In 1996, the Karen of Bang Kloi village were evicted by the government under the guise of protecting the park. They resisted. Billy was one of them—until his voice was silenced.
Inspired by Billy and his grandfather, the indomitable Ko-ee who died aged 107 after a lifetime of resistance, the Karen of Bang Kloi reclaimed their territory in 2020, only to be violently expelled again. Despite this grim history, despite the pleas of three United Nations special rapporteurs to address human rights concerns before the designation, UNESCO assigned the Kaeng Krachan Forest Complex (KKFC) World Heritage Site (WHS) status in 2021. The accolade was in the category “natural criteria,” defined as a “significant natural habitat for in-situ conservation of biological diversity.”
But despite the beliefs of UNESCO experts and tourists, the Kaeng Krachan habitat did not occur naturally. The landscape was sculpted and nurtured by Indigenous people for generations. As one Karen man pointed out, “The WHS staff only see the forest and animals; they don’t see the people. They don’t see us. It’s a kind of blindness.”
Another Karen voice added bluntly, “KKFC becoming a WHS is a serious violation of human rights.”
Since its designation as a World Heritage Site there’s been an increase in harassment and arrests, and a tightening of restrictions. Karen people said that the World Heritage status meant that attempts to force everyone out of the forest “have got worse”.
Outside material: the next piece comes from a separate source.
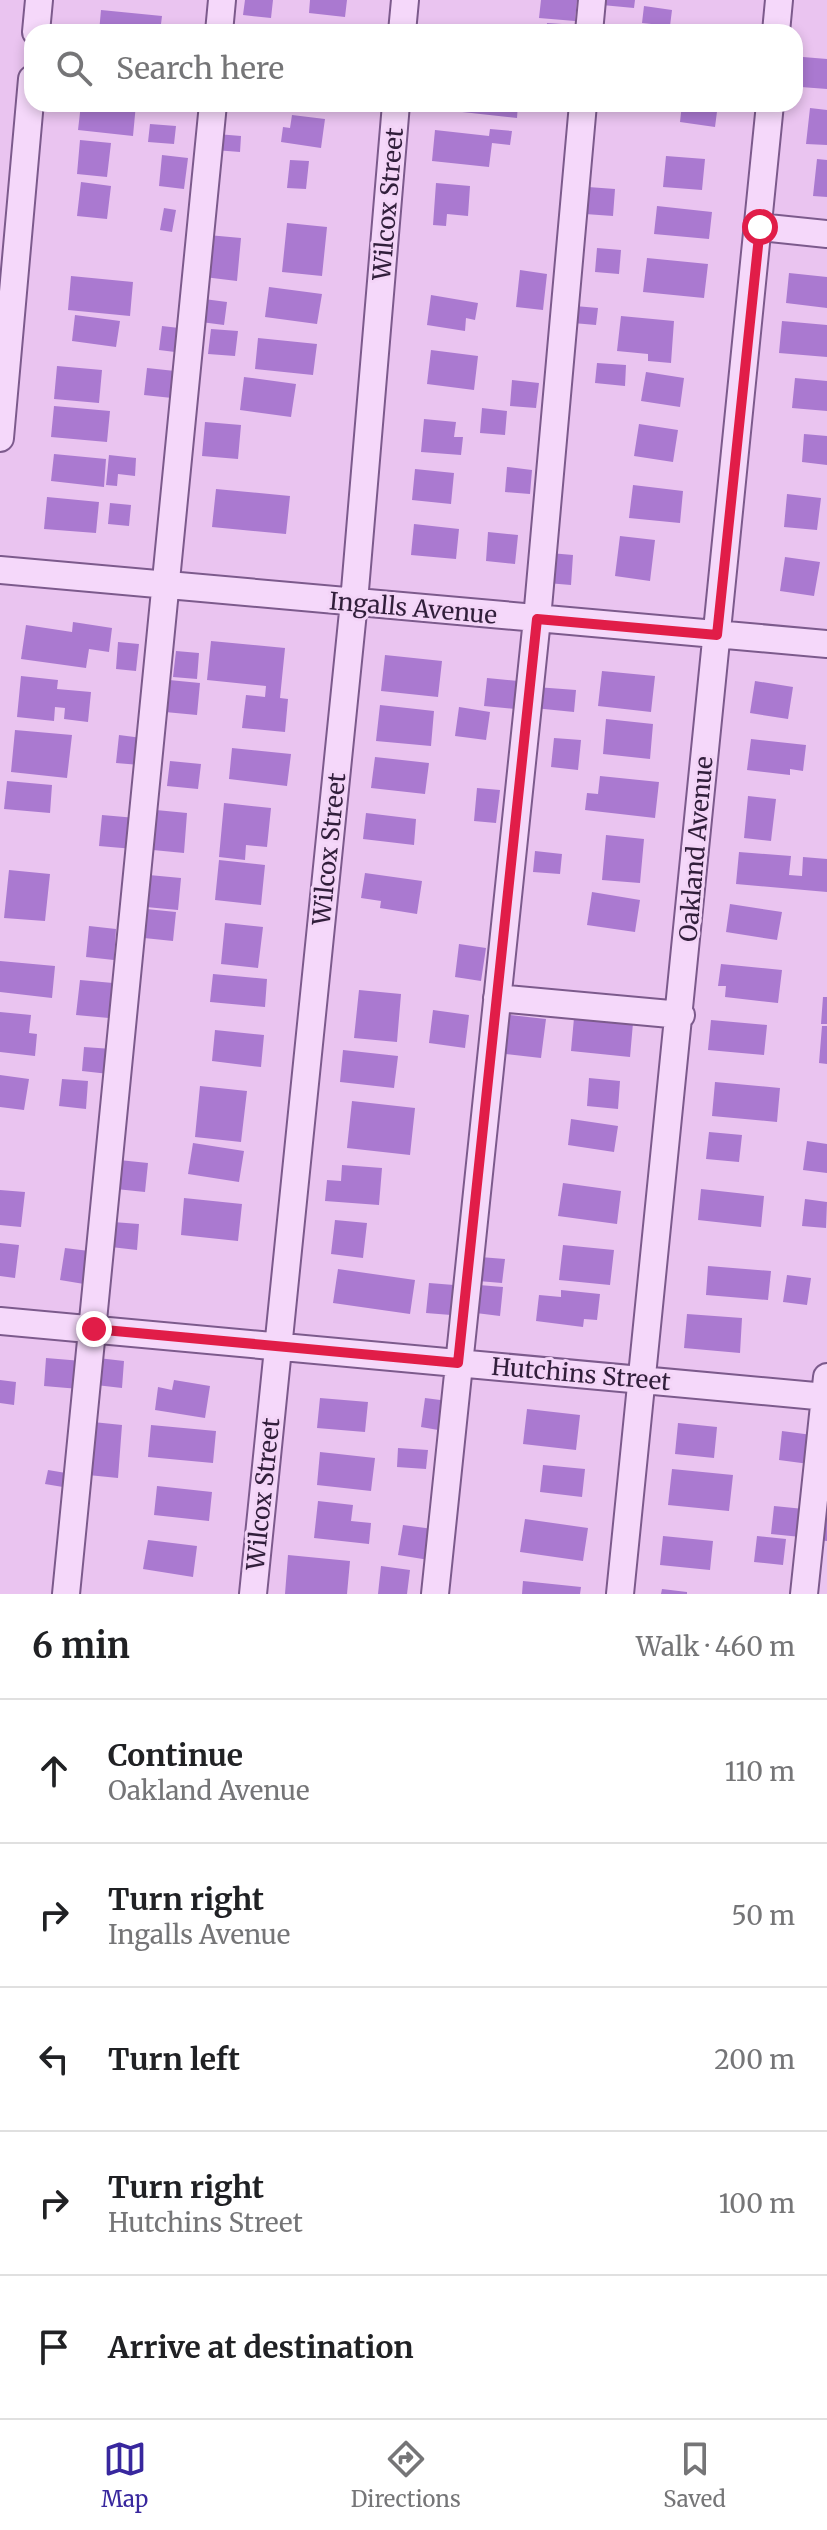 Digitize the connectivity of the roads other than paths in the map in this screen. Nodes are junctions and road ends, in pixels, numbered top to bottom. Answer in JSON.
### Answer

This isn’t just a Thai tragedy. It’s a global one. Human rights investigations have documented torture, rape, and killings of Indigenous people in “natural” World Heritage Sites—especially in Asia and Africa. These sites, celebrated for their beauty and ecological importance, become war zones for the locals. Governments and NGOs, armed with UNESCO’s blessing, push the Indigenous people out and blame them for the degradation of what they have long protected.
Countries crave UNESCO’s nod. It brings prestige, tourists, funding. But for those evicted, it’s a nightmare.
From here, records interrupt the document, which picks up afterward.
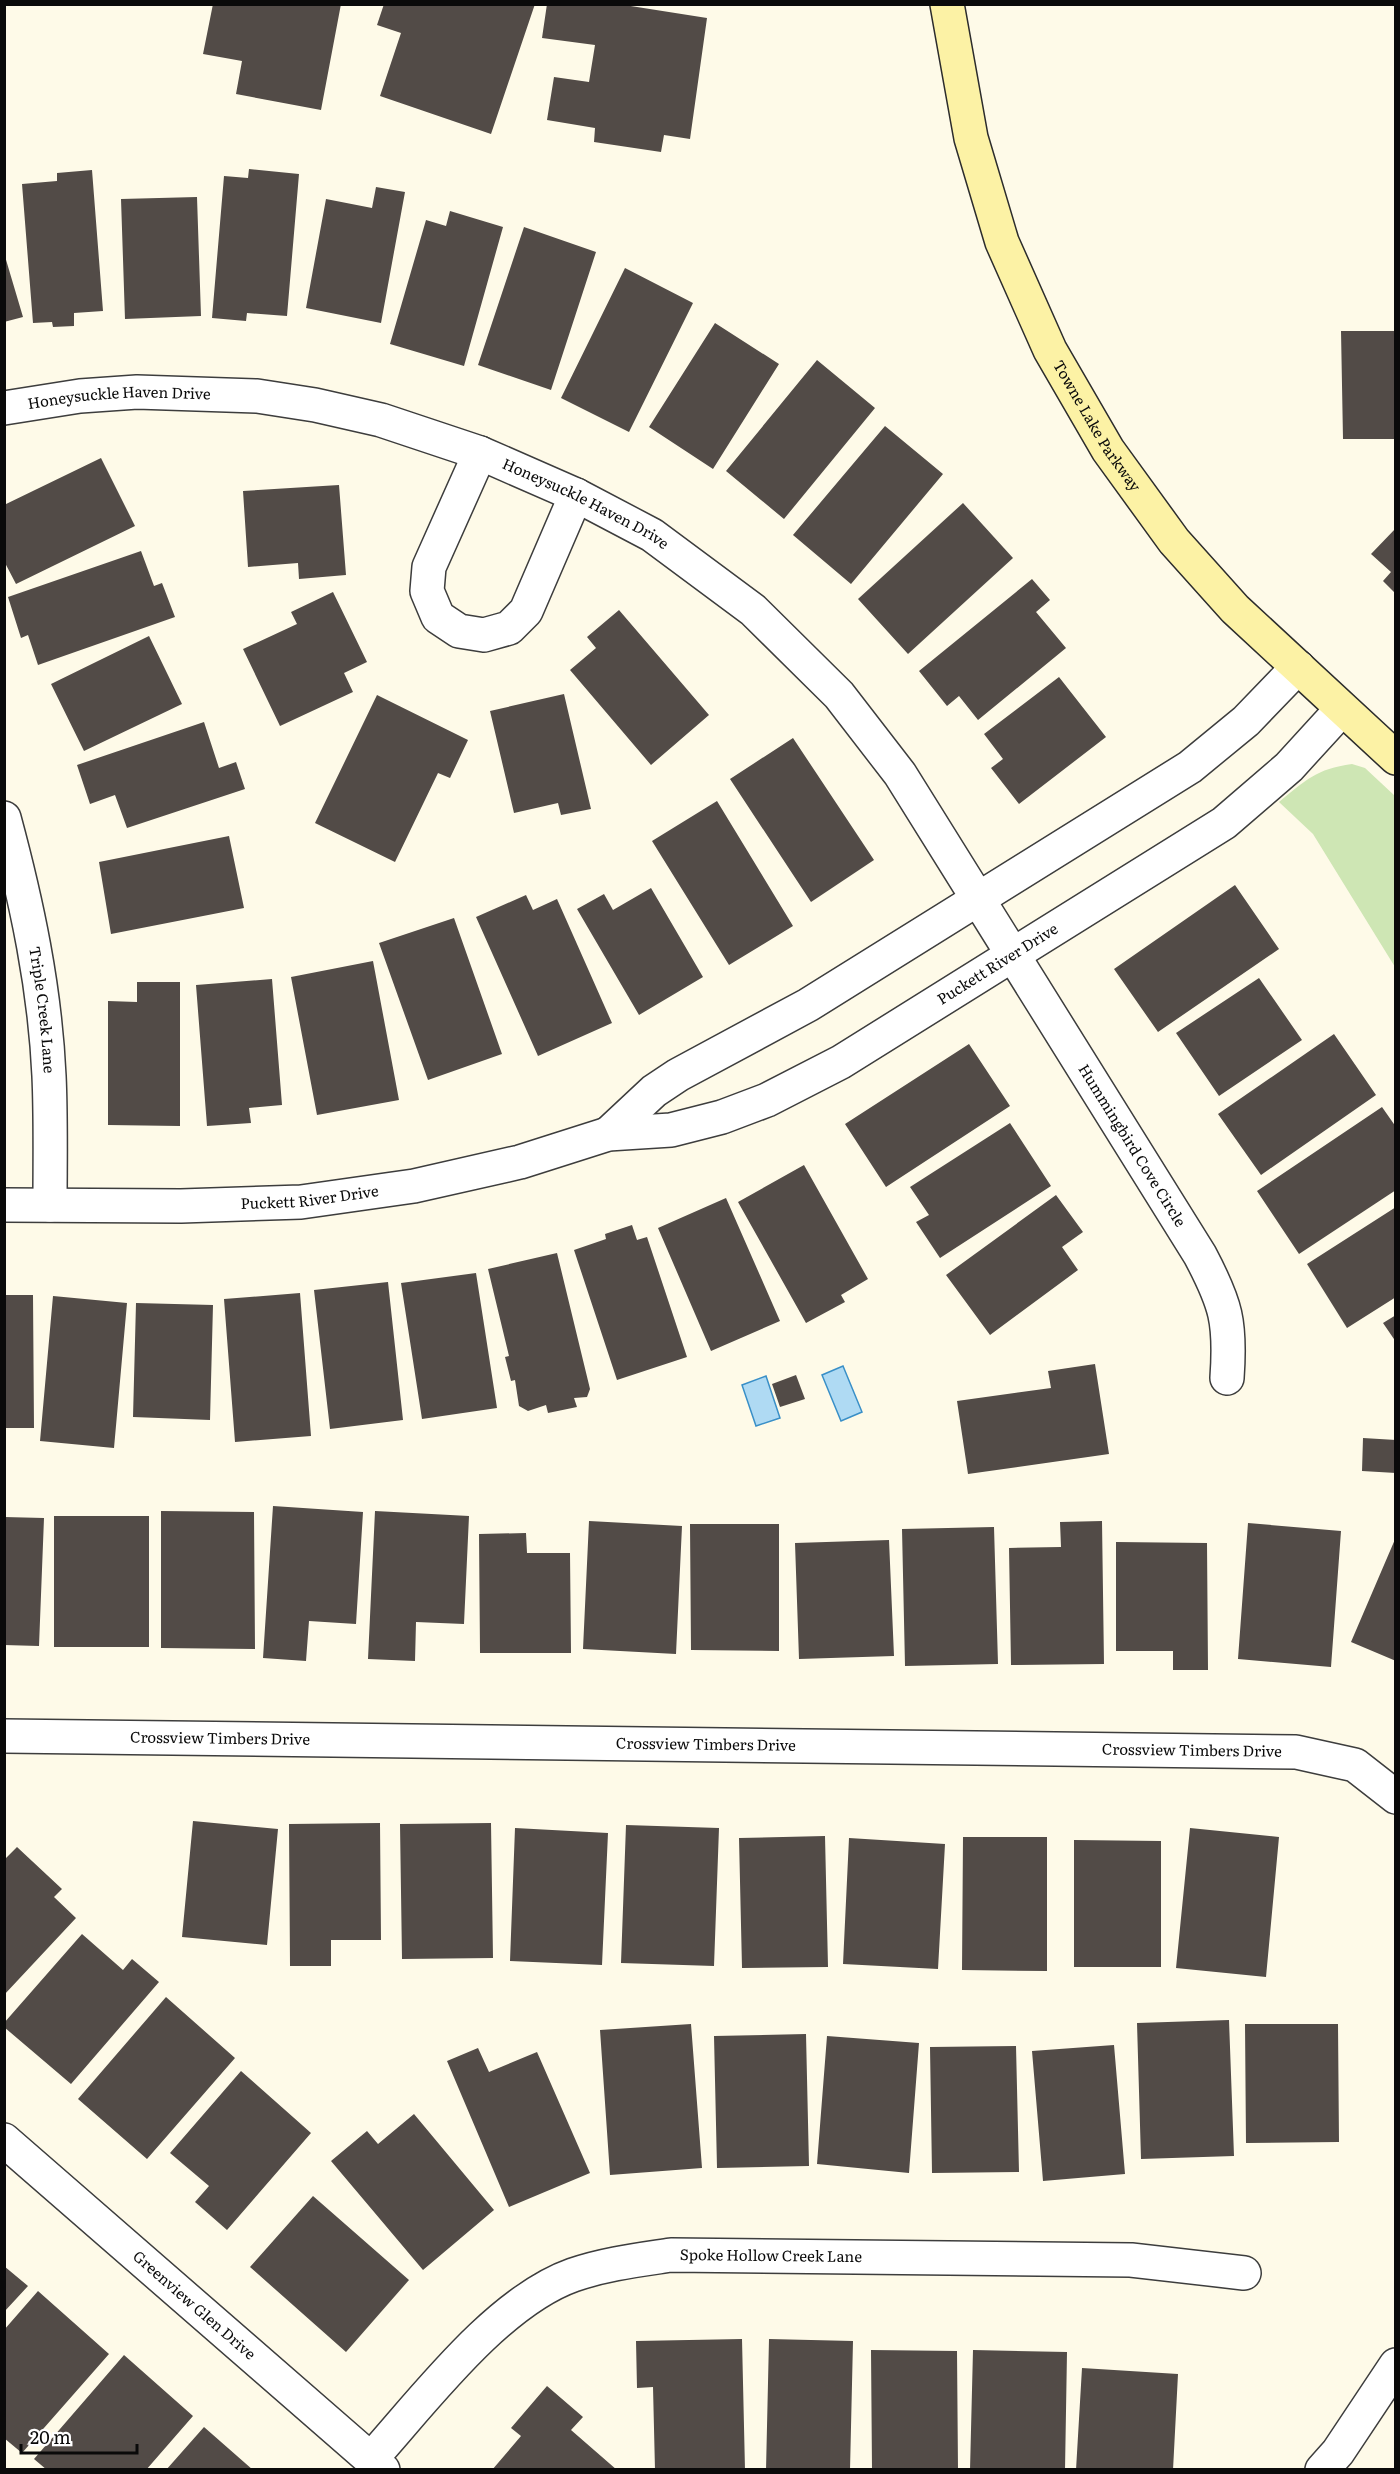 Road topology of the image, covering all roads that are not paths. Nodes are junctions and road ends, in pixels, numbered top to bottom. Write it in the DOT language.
graph roads {
  1 [pos="947,4"];
  2 [pos="4,408"];
  3 [pos="480,453"];
  4 [pos="576,495"];
  5 [pos="1298,667"];
  6 [pos="1342,709"];
  7 [pos="1395,758"];
  8 [pos="4,818"];
  9 [pos="979,898"];
  10 [pos="997,926"];
  11 [pos="1014,954"];
  12 [pos="608,1134"];
  13 [pos="4,1204"];
  14 [pos="50,1205"];
  15 [pos="1227,1378"];
  16 [pos="4,1736"];
  17 [pos="1395,1797"];
  18 [pos="4,2140"];
  19 [pos="1244,2273"];
  20 [pos="1395,2365"];
  21 [pos="377,2464"];
  22 [pos="1322,2469"];
  1 -- 5 [label="street, Towne Lake Parkway"];
  2 -- 3 [label="street, Honeysuckle Haven Drive"];
  3 -- 4 [label="street, Honeysuckle Haven Drive"];
  3 -- 4 [label="street"];
  4 -- 9 [label="street, Honeysuckle Haven Drive"];
  5 -- 6 [label="street, Towne Lake Parkway"];
  5 -- 9 [label="street, Puckett River Drive"];
  6 -- 7 [label="street, Towne Lake Parkway"];
  6 -- 11 [label="street, Puckett River Drive"];
  8 -- 14 [label="street, Triple Creek Lane"];
  9 -- 10 [label="street, Honeysuckle Haven Drive"];
  9 -- 12 [label="street, Puckett River Drive"];
  10 -- 11 [label="street, Hummingbird Cove Circle"];
  11 -- 12 [label="street, Puckett River Drive"];
  11 -- 15 [label="street, Hummingbird Cove Circle"];
  12 -- 14 [label="street, Puckett River Drive"];
  13 -- 14 [label="street, Puckett River Drive"];
  16 -- 17 [label="street, Crossview Timbers Drive"];
  18 -- 21 [label="street, Greenview Glen Drive"];
  19 -- 21 [label="street, Spoke Hollow Creek Lane"];
  20 -- 22 [label="street"];
}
In my travels with Survival International, the global movement for Indigenous peoples’ rights, I’ve seen these “wonders of the world.” The Serengeti’s vast plains, Odzala’s shadowy Congo forests, India’s tiger reserves, Yosemite’s grandeur—all share a dark secret. The pristine wilderness tourists adore is soaked with Indigenous blood, sweat, and tears. These landscapes were their homes, sustained by their knowledge and practices until outsiders decided they were “wild nature,” needing protection from the very people who understood them best. It’s colonialism masquerading as conservation.
For many Indigenous people, their lands declared as World Heritage Sites morph into alien territories, belonging not to them, but to “all the peoples of the world”—especially the fee-paying tourists.
We need to put this conservation model on trial, just as we did with other unjust, outdated, and harmful ideas—racial segregation, gender inequality. The true protectors of our shared natural heritage are Indigenous peoples. Their ways of life are sustainable, rooted in providing for future generations. For them, nature is home, the foundation of life and survival. They are the best stewards of the natural world. As one group of Karen declared, defiant despite the years of oppression: “If we don’t fight today, there will be no future for our children.”
UNESCO must abandon its support for a conservation model that annihilates Indigenous peoples. It should begin by de-listing sites where human rights abuses occur. Only then can it begin to decolonize itself—and genuinely protect our planet.